A Signal is defined by the following properties. As mentioned in the Units topic, all units are SI units (watts, hertz, kelvin).

  • Power - The total power of the signal distributed over its bandwidth, in watts.

  • Frequency - The center frequency at which the signal operates, in hertz.

  • UpperBandwidthLimit and LowerBandwidthLimit - Frequency offsets from the center frequency which specify the frequency range over which the signal operates, in hertz.

  • NoiseTemperature - A figure representing the equivalent noise temperature affecting the signal, particularly thermal noise from receiver electronics, in kelvin.

  • UpperNoiseBandwidthLimit and LowerNoiseBandwidthLimit - Frequency offsets from the center frequency, in hertz, which specify the frequency range over which the noise is distributed and usually corresponds to the bandwidth of the receiver. Together with NoiseTemperature, this bandwidth is used to calculate the total NoisePower of a signal.

  • Additional Data - The signal contains a set of immutable objects which represent additional properties on the signal. This can represent the DigitalModulation of a signal, the SignalDataRate, the message encoded onto the carrier, polarization, the GPS PRN code, and many other custom properties. This data must be an immutable reference type, and any custom data types which a user creates must be immutable as well. Only one instance of a particular type can be present on a Signal at a given time.

Creating and Modifying Signals

In order to create and modify signals, the user combines a number of SignalProcessors which each modify the input signals in specific ways to produce a corresponding set of output signals. Here is a list of some of the available signal processors.
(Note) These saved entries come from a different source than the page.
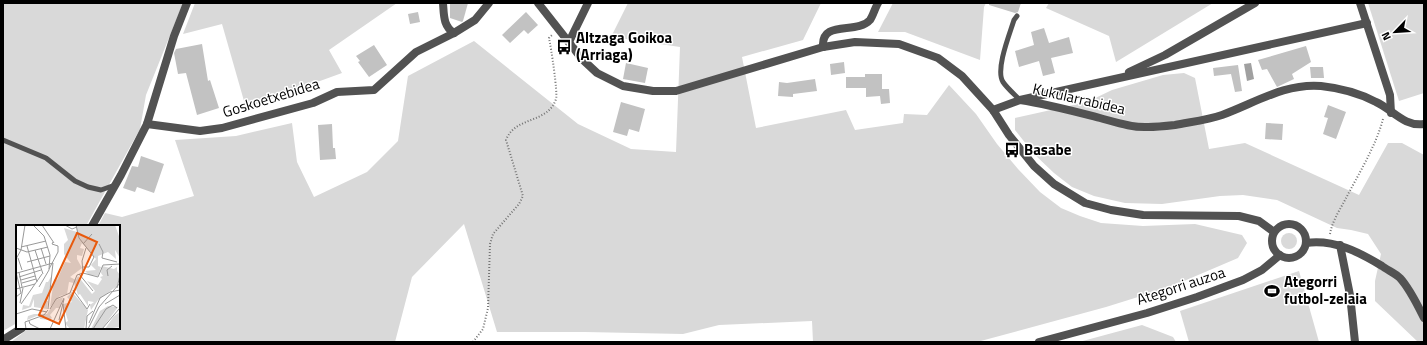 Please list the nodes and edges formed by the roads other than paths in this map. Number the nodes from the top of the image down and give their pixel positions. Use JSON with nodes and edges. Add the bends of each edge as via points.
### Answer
{"nodes":[{"id":1,"x":187,"y":3,"type":"edge"},
{"id":2,"x":443,"y":3,"type":"edge"},
{"id":3,"x":488,"y":3,"type":"edge"},
{"id":4,"x":538,"y":3,"type":"edge"},
{"id":5,"x":588,"y":3,"type":"edge"},
{"id":6,"x":878,"y":3,"type":"edge"},
{"id":7,"x":1255,"y":3,"type":"edge"},
{"id":8,"x":1360,"y":3,"type":"edge"},
{"id":9,"x":1017,"y":16,"type":"dead end"},
{"id":10,"x":1367,"y":23,"type":"junction"},
{"id":11,"x":454,"y":33,"type":"junction"},
{"id":12,"x":569,"y":42,"type":"junction"},
{"id":13,"x":823,"y":47,"type":"junction"},
{"id":14,"x":1116,"y":78,"type":"junction"},
{"id":15,"x":1020,"y":100,"type":"junction"},
{"id":16,"x":993,"y":110,"type":"junction"},
{"id":17,"x":1388,"y":110,"type":"junction"},
{"id":18,"x":146,"y":124,"type":"junction"},
{"id":19,"x":1424,"y":124,"type":"edge"},
{"id":20,"x":3,"y":140,"type":"edge"},
{"id":21,"x":115,"y":185,"type":"junction"},
{"id":22,"x":93,"y":225,"type":"edge"},
{"id":23,"x":1274,"y":232,"type":"junction"},
{"id":24,"x":1306,"y":243,"type":"junction"},
{"id":25,"x":1340,"y":245,"type":"junction"},
{"id":26,"x":1280,"y":256,"type":"junction"},
{"id":27,"x":1424,"y":318,"type":"edge"},
{"id":28,"x":20,"y":329,"type":"edge"},
{"id":29,"x":3,"y":340,"type":"edge"},
{"id":30,"x":1038,"y":342,"type":"edge"},
{"id":31,"x":1355,"y":342,"type":"edge"}],
"edges":[{"from":1,"to":18,"type":"street"},
{"from":2,"to":11,"type":"street","via":[[444,21],[448,30]]},
{"from":3,"to":11,"type":"street","name":"Goskoetxebidea","via":[[475,20]]},
{"from":4,"to":12,"type":"street"},
{"from":5,"to":12,"type":"street"},
{"from":6,"to":13,"type":"street","via":[[870,20],[863,25],[830,31],[822,41]]},
{"from":7,"to":14,"type":"street","via":[[1165,55]]},
{"from":8,"to":10,"type":"street"},
{"from":9,"to":15,"type":"lane","via":[[1000,74],[1002,81]]},
{"from":10,"to":14,"type":"street","name":"Kukularrabidea"},
{"from":10,"to":17,"type":"street","via":[[1390,95]]},
{"from":11,"to":18,"type":"street","name":"Goskoetxebidea","via":[[416,52],[374,90],[337,92],[313,103],[222,128],[200,130]]},
{"from":12,"to":13,"type":"street","via":[[597,73],[623,86],[653,91],[676,91]]},
{"from":13,"to":16,"type":"street","via":[[855,42],[899,44],[938,58],[962,76]]},
{"from":14,"to":15,"type":"street","name":"Kukularrabidea"},
{"from":15,"to":16,"type":"street"},
{"from":15,"to":17,"type":"street","name":"Kukularrabidea","via":[[1147,128],[1222,115],[1283,90],[1303,86],[1348,91],[1377,102]]},
{"from":16,"to":23,"type":"street","via":[[1034,166],[1054,184],[1085,202],[1110,210],[1143,215],[1239,216],[1259,221]]},
{"from":17,"to":19,"type":"street","name":"Kukularrabidea","via":[[1402,120],[1417,125]]},
{"from":18,"to":21,"type":"street"},
{"from":20,"to":21,"type":"lane","via":[[46,158],[75,181],[88,187],[101,190]]},
{"from":21,"to":22,"type":"street"},
{"from":23,"to":24,"type":"street","via":[[1283,224],[1295,224],[1304,232]]},
{"from":23,"to":26,"type":"street","via":[[1273,248]]},
{"from":24,"to":25,"type":"street"},
{"from":24,"to":26,"type":"street","via":[[1301,253],[1296,256]]},
{"from":25,"to":27,"type":"street","via":[[1364,255],[1399,276]]},
{"from":25,"to":31,"type":"street","via":[[1350,295]]},
{"from":26,"to":30,"type":"street","name":"Ategorri auzoa","via":[[1243,280],[1161,308]]},
{"from":28,"to":29,"type":"street"}]}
  • SignalSource - A simple processor which takes a given template signal and outputs it over certain time intervals.

  • DigitalDataSource - Creates a signal based on a digital data rate, specified by SignalDataRate, and a set of time intervals over which the processor produces a signal.

  • ConstantFrequencyMixer - Alters the frequency of all the incoming signals by a specified frequency offset.

  • DigitalModulator<TModulation> - Adds the given type of DigitalModulation onto the input signals.

  • DigitalDemodulator<TModulation> - Removes the given type of DigitalModulation from the input signals after identifying the intended signal. This is useful for transceivers which receive a digital signal with one modulation and want to remodulate with a different modulation prior to retransmitting the signal.

  • RectangularFilter - A simple filter which constrains the signal bandwidth, particularly the noise bandwidth, to lie within a specific range. If this is the only filter in a receiver, the filter bandwidth will be the bandwidth used when computing C/N using ScalarCarrierToNoise.

  • ConstantGainAmplifier - Applies a gain to the signal as well as adding thermal noise, depending on the noise figure of the amplifier.

  • VariableGainAmplifier - Applies a gain based off of a power backoff curve (IBO/OBO). It also adds thermal noise based on the noise figure, and intermodulation noise based on the appropriate curve (C/Im).

  • PulsedSignalSource - A SignalSource which produces a signal which represents a series of pulses. The signal produced holds an PulsedSignalData instance, which contains the waveform pulse repetition frequency, pulse width, and number of pulses.

  • PulsedSignalModulator - Sets the carrier frequency and upper and lower bandwidth limits of the input signals. The upper and lower bandwidth limits are set to produce an overall bandwidth equivalent to 1 / pulse width, where the pulse width is obtained from the PulsedSignalData instance held by the input signal.

  • Custom - By extending the SignalProcessor base class and implementing a corresponding SignalEvaluator, it is possible to model custom behavior which works seamlessly with existing types.